Incubating Long-Term Care Sales:
A Small Business Perspective
by Dean Horger CLU ChFC CSA CLTC
What if a business owner could offer an employee benefit that was selective, available to spouses, let the employee receive future benefits tax-free, let the owner deduct most if not all of the contributions, and did not increase the employee's taxable income? It's not a dream, it's long-term care insurance.
Let's go through the parameters:
Selectivity: A business owner can choose a class of employees to include in a plan (including the owner-employee) as long as there is a rational basis for including some and excluding others.
Spouse Coverage: The owner can include employees' spouses or their own spouse within a plan. This is very different from the way other executive benefit plans generally work, such as 162 bonus plans with life insurance or non-qualified deferred compensation plans.
Deductibility: Depending on the business entity form, the business owner may deduct premiums paid for a non-owner employee and spouse. They may be able to deduct all or some of what was paid for the employee-owner's and spouse's premium.
Let's take a closer look at deductibility. Individuals who itemize deductions may add their eligible premium to any un-reimbursed medical expenses. (The lesser of actual premiums paid or age-based limits referred to in the chart)
If the combined total exceeds 7.5% of their adjusted gross income, the amount over that threshold can be considered for a deduction. Very few individuals qualify for this deduction.
A sole proprietor may purchase long-term care insurance on themselves and their spouse. They can deduct the premium or the eligible age based limit, whichever is less. Keep in mind the sole proprietor doesn't have to consider the 7.5% of adjusted gross income requirement.
Here is an example: Mary and her husband, John are both 55. Mary is the sole proprietor of a gift shop. The premium is $2,800 for both policies. If Mary itemizes, she can deduct $2,220 in an above-the-line deduction. ($1,110 for herself and her husband). The business could pay for those premiums as a business expense in any of the pass-through business entity forms, such as the partnership, S-corporation (assuming the business is more than a 2% owner), LLC, and PC (assuming that the business is not being taxed as a C-corporation). The premium expense passes to the owner as income. The owner can deduct up to the age based limits on the individual tax return.
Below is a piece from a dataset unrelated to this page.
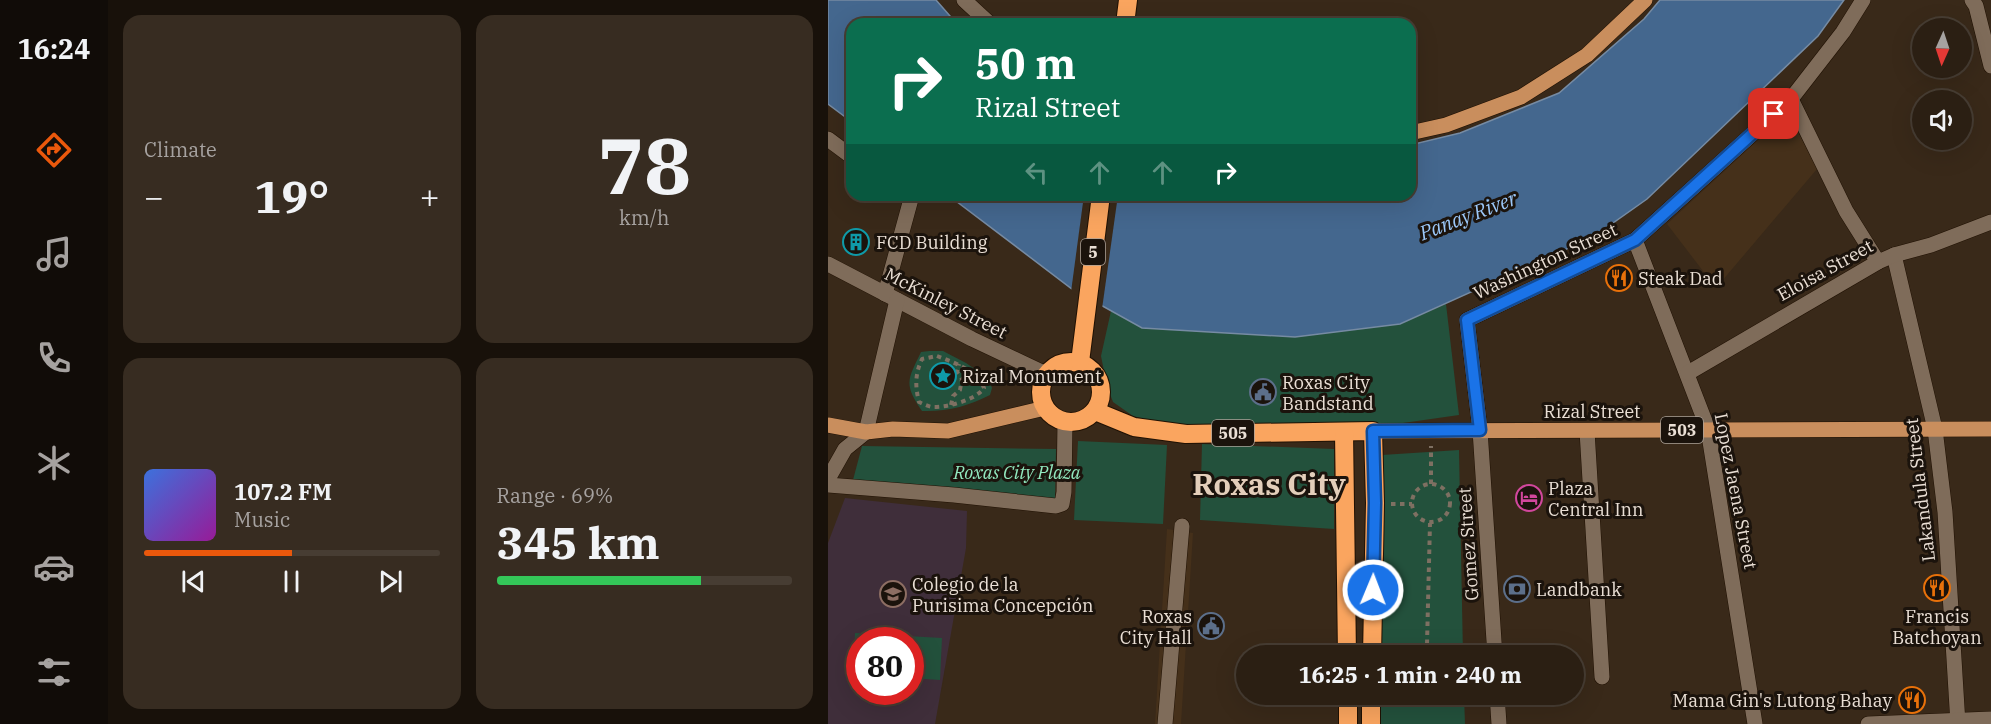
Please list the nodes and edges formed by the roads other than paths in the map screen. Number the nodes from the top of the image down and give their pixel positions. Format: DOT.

The business can pay and deduct the long-term care insurance premiums for a non-owner employee for a policy owned by the employee and for a policy owned by their spouse. The premium is not considered taxable income to the employee or spouse. Also, it is not considered taxable income when it is paid to the insured at time of claim reimbursement.
If a stockholder employee is actively at work in the business, a C-corporation could pay the premiums for the stockholder employee and spouse, and deduct the premiums.
However, premium that the C-corporation pays is not considered income to the stockholder employee. The benefit paid in the form of reimbursement is not taxable as with all tax qualified long-term care insurance policies.
It is one of the few executive benefits that has advantages for selectivity win, spousal win, and deductibility win scenarios. Also, since the employee owns the individual policy, it goes with them if they leave the company.
One area that many executives and planners have overlooked in their retirement strategy is the potential cost of long-term care, which burden the retirement portfolio and the family. So, why wouldnÕt a business owner transfer some of that risk to an insurance carrier, particularly if it can be done using tax-advantaged dollars?
To start the discussion with your clients, you can say, "We've done some planning for your retirement. There is one thing we haven't talked about and I feel I need to ask. If you had a chronic disability today, which required long-term care, how would you pay for it?"
The answer is usually, "I don't know." or "I"d pay for it from my retirement portfolio." Your response should be, "I was afraid you might say that. Let's look at some strategies that can help you protect your retirement portfolio. As a business owner, you can generally do this with tax-advantaged dollars."
Many carriers offer a multi-life discount. Think of the market in two segments: an employer pay-all executive only program or a voluntary plan for all employees. The executive only plans are very attractive since they enhance their benefit program. In addition, you deal with one decision maker and walk away with significant premiums and multiple applications at one time.
Concentrate on the executive employer pay-all first. You can present the voluntary program as a viable option if the business chooses to offer coverage to other employees.
In evaluating carriers, look for a company with strong financials, a history of claims-paying ability, and a track record in the long-term care insurance arena. Also, consider a program that gives the employer plan flexibility and the biggest bang for their buck. They should receive all applicable discounts including preferred health.
People recognize that long-term care is a critical challenge. Small businesses that offer to pay long-term care insurance premiums for their employees may have an easier time attracting and retaining the most qualified people. It gives business owners the opportunity to cover themselves as well, particularly in a closely held company. It may also help them focus on their jobs without anxiety, which can help maintain the prosperity of the company.